Collected data entries
+===+

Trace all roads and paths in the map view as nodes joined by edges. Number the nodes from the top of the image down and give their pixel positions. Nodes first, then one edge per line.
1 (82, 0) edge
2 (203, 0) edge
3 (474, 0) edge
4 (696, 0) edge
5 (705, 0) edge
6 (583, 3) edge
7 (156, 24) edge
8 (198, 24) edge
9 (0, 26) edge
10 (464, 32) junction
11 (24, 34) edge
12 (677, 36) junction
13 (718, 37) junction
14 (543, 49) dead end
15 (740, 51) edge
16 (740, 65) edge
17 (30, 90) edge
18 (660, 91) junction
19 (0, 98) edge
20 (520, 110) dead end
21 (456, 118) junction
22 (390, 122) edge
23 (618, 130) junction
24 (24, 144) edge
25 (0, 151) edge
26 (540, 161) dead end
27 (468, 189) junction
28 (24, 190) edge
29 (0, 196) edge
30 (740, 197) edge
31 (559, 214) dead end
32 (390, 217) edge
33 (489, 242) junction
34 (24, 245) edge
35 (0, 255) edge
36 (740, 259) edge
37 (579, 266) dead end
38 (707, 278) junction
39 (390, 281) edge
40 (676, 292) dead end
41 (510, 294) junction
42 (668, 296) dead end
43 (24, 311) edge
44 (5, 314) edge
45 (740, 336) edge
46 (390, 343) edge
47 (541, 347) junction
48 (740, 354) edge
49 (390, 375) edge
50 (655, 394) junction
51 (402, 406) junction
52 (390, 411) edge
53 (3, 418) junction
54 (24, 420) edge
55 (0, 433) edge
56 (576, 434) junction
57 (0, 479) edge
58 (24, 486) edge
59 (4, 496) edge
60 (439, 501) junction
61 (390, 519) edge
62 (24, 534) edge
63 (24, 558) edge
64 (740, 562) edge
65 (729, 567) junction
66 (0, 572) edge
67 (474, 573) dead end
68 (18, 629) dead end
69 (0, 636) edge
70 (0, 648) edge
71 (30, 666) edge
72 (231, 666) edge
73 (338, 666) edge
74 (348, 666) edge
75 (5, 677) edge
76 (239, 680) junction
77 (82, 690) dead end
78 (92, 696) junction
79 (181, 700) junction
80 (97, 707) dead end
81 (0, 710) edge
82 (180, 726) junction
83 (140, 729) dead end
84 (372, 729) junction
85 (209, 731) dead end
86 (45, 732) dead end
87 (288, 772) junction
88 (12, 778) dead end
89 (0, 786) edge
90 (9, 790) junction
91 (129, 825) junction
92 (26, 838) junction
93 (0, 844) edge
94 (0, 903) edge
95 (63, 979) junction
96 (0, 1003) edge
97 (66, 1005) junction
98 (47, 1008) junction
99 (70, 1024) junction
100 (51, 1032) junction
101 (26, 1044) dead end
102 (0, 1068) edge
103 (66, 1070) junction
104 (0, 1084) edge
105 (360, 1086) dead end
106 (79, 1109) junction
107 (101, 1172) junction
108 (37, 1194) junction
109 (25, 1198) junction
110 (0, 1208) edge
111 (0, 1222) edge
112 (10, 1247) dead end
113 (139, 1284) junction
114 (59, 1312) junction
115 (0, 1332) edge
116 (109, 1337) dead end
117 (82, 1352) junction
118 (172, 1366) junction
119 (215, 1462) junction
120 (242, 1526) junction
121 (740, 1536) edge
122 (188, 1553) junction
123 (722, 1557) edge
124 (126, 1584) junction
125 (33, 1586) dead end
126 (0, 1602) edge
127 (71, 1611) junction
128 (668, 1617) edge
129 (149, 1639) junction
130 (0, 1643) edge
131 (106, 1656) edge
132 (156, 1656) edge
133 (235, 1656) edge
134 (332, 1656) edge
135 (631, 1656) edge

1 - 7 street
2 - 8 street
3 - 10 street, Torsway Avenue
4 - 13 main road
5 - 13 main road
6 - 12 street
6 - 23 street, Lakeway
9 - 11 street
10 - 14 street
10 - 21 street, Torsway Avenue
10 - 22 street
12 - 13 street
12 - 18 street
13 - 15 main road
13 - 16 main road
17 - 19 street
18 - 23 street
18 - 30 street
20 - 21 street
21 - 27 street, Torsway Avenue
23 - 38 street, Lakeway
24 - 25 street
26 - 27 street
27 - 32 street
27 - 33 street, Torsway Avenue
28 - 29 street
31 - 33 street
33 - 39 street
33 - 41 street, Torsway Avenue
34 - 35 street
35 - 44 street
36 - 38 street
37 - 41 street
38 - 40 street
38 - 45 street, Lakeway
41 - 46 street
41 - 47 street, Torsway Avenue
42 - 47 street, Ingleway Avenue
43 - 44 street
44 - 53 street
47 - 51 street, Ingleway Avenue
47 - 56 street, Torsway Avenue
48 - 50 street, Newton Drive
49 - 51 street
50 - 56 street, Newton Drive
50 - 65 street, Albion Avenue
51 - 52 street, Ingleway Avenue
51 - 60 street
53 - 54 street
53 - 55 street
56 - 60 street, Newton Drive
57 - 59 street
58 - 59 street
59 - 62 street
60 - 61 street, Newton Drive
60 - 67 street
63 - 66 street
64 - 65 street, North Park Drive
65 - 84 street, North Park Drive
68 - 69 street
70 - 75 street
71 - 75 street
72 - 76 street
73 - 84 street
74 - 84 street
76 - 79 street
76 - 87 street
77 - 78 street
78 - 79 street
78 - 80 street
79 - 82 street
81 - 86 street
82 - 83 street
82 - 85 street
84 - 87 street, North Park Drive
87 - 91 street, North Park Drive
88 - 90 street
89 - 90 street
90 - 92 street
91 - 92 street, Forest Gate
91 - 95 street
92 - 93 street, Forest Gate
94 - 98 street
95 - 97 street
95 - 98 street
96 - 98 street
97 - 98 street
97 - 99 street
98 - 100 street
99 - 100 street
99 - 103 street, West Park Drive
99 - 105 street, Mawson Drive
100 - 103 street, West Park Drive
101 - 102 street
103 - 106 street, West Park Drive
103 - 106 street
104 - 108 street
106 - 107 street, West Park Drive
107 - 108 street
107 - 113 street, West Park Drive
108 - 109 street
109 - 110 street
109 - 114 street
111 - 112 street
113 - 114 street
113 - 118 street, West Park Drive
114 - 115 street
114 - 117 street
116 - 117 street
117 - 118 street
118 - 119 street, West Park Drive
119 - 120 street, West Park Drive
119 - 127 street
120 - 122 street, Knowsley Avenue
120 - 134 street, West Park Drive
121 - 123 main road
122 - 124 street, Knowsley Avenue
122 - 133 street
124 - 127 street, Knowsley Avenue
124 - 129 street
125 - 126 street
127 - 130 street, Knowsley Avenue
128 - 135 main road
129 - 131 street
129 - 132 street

+===+

Directions for this task: Could you output the records in full, exactly as written?

Solution for this exercise:
Trace all roads and paths in the map view as nodes joined by edges. Number the nodes from the top of the image down and give their pixel positions. Nodes first, then one edge per line.
1 (82, 0) edge
2 (203, 0) edge
3 (474, 0) edge
4 (696, 0) edge
5 (705, 0) edge
6 (583, 3) edge
7 (156, 24) edge
8 (198, 24) edge
9 (0, 26) edge
10 (464, 32) junction
11 (24, 34) edge
12 (677, 36) junction
13 (718, 37) junction
14 (543, 49) dead end
15 (740, 51) edge
16 (740, 65) edge
17 (30, 90) edge
18 (660, 91) junction
19 (0, 98) edge
20 (520, 110) dead end
21 (456, 118) junction
22 (390, 122) edge
23 (618, 130) junction
24 (24, 144) edge
25 (0, 151) edge
26 (540, 161) dead end
27 (468, 189) junction
28 (24, 190) edge
29 (0, 196) edge
30 (740, 197) edge
31 (559, 214) dead end
32 (390, 217) edge
33 (489, 242) junction
34 (24, 245) edge
35 (0, 255) edge
36 (740, 259) edge
37 (579, 266) dead end
38 (707, 278) junction
39 (390, 281) edge
40 (676, 292) dead end
41 (510, 294) junction
42 (668, 296) dead end
43 (24, 311) edge
44 (5, 314) edge
45 (740, 336) edge
46 (390, 343) edge
47 (541, 347) junction
48 (740, 354) edge
49 (390, 375) edge
50 (655, 394) junction
51 (402, 406) junction
52 (390, 411) edge
53 (3, 418) junction
54 (24, 420) edge
55 (0, 433) edge
56 (576, 434) junction
57 (0, 479) edge
58 (24, 486) edge
59 (4, 496) edge
60 (439, 501) junction
61 (390, 519) edge
62 (24, 534) edge
63 (24, 558) edge
64 (740, 562) edge
65 (729, 567) junction
66 (0, 572) edge
67 (474, 573) dead end
68 (18, 629) dead end
69 (0, 636) edge
70 (0, 648) edge
71 (30, 666) edge
72 (231, 666) edge
73 (338, 666) edge
74 (348, 666) edge
75 (5, 677) edge
76 (239, 680) junction
77 (82, 690) dead end
78 (92, 696) junction
79 (181, 700) junction
80 (97, 707) dead end
81 (0, 710) edge
82 (180, 726) junction
83 (140, 729) dead end
84 (372, 729) junction
85 (209, 731) dead end
86 (45, 732) dead end
87 (288, 772) junction
88 (12, 778) dead end
89 (0, 786) edge
90 (9, 790) junction
91 (129, 825) junction
92 (26, 838) junction
93 (0, 844) edge
94 (0, 903) edge
95 (63, 979) junction
96 (0, 1003) edge
97 (66, 1005) junction
98 (47, 1008) junction
99 (70, 1024) junction
100 (51, 1032) junction
101 (26, 1044) dead end
102 (0, 1068) edge
103 (66, 1070) junction
104 (0, 1084) edge
105 (360, 1086) dead end
106 (79, 1109) junction
107 (101, 1172) junction
108 (37, 1194) junction
109 (25, 1198) junction
110 (0, 1208) edge
111 (0, 1222) edge
112 (10, 1247) dead end
113 (139, 1284) junction
114 (59, 1312) junction
115 (0, 1332) edge
116 (109, 1337) dead end
117 (82, 1352) junction
118 (172, 1366) junction
119 (215, 1462) junction
120 (242, 1526) junction
121 (740, 1536) edge
122 (188, 1553) junction
123 (722, 1557) edge
124 (126, 1584) junction
125 (33, 1586) dead end
126 (0, 1602) edge
127 (71, 1611) junction
128 (668, 1617) edge
129 (149, 1639) junction
130 (0, 1643) edge
131 (106, 1656) edge
132 (156, 1656) edge
133 (235, 1656) edge
134 (332, 1656) edge
135 (631, 1656) edge

1 - 7 street
2 - 8 street
3 - 10 street, Torsway Avenue
4 - 13 main road
5 - 13 main road
6 - 12 street
6 - 23 street, Lakeway
9 - 11 street
10 - 14 street
10 - 21 street, Torsway Avenue
10 - 22 street
12 - 13 street
12 - 18 street
13 - 15 main road
13 - 16 main road
17 - 19 street
18 - 23 street
18 - 30 street
20 - 21 street
21 - 27 street, Torsway Avenue
23 - 38 street, Lakeway
24 - 25 street
26 - 27 street
27 - 32 street
27 - 33 street, Torsway Avenue
28 - 29 street
31 - 33 street
33 - 39 street
33 - 41 street, Torsway Avenue
34 - 35 street
35 - 44 street
36 - 38 street
37 - 41 street
38 - 40 street
38 - 45 street, Lakeway
41 - 46 street
41 - 47 street, Torsway Avenue
42 - 47 street, Ingleway Avenue
43 - 44 street
44 - 53 street
47 - 51 street, Ingleway Avenue
47 - 56 street, Torsway Avenue
48 - 50 street, Newton Drive
49 - 51 street
50 - 56 street, Newton Drive
50 - 65 street, Albion Avenue
51 - 52 street, Ingleway Avenue
51 - 60 street
53 - 54 street
53 - 55 street
56 - 60 street, Newton Drive
57 - 59 street
58 - 59 street
59 - 62 street
60 - 61 street, Newton Drive
60 - 67 street
63 - 66 street
64 - 65 street, North Park Drive
65 - 84 street, North Park Drive
68 - 69 street
70 - 75 street
71 - 75 street
72 - 76 street
73 - 84 street
74 - 84 street
76 - 79 street
76 - 87 street
77 - 78 street
78 - 79 street
78 - 80 street
79 - 82 street
81 - 86 street
82 - 83 street
82 - 85 street
84 - 87 street, North Park Drive
87 - 91 street, North Park Drive
88 - 90 street
89 - 90 street
90 - 92 street
91 - 92 street, Forest Gate
91 - 95 street
92 - 93 street, Forest Gate
94 - 98 street
95 - 97 street
95 - 98 street
96 - 98 street
97 - 98 street
97 - 99 street
98 - 100 street
99 - 100 street
99 - 103 street, West Park Drive
99 - 105 street, Mawson Drive
100 - 103 street, West Park Drive
101 - 102 street
103 - 106 street, West Park Drive
103 - 106 street
104 - 108 street
106 - 107 street, West Park Drive
107 - 108 street
107 - 113 street, West Park Drive
108 - 109 street
109 - 110 street
109 - 114 street
111 - 112 street
113 - 114 street
113 - 118 street, West Park Drive
114 - 115 street
114 - 117 street
116 - 117 street
117 - 118 street
118 - 119 street, West Park Drive
119 - 120 street, West Park Drive
119 - 127 street
120 - 122 street, Knowsley Avenue
120 - 134 street, West Park Drive
121 - 123 main road
122 - 124 street, Knowsley Avenue
122 - 133 street
124 - 127 street, Knowsley Avenue
124 - 129 street
125 - 126 street
127 - 130 street, Knowsley Avenue
128 - 135 main road
129 - 131 street
129 - 132 street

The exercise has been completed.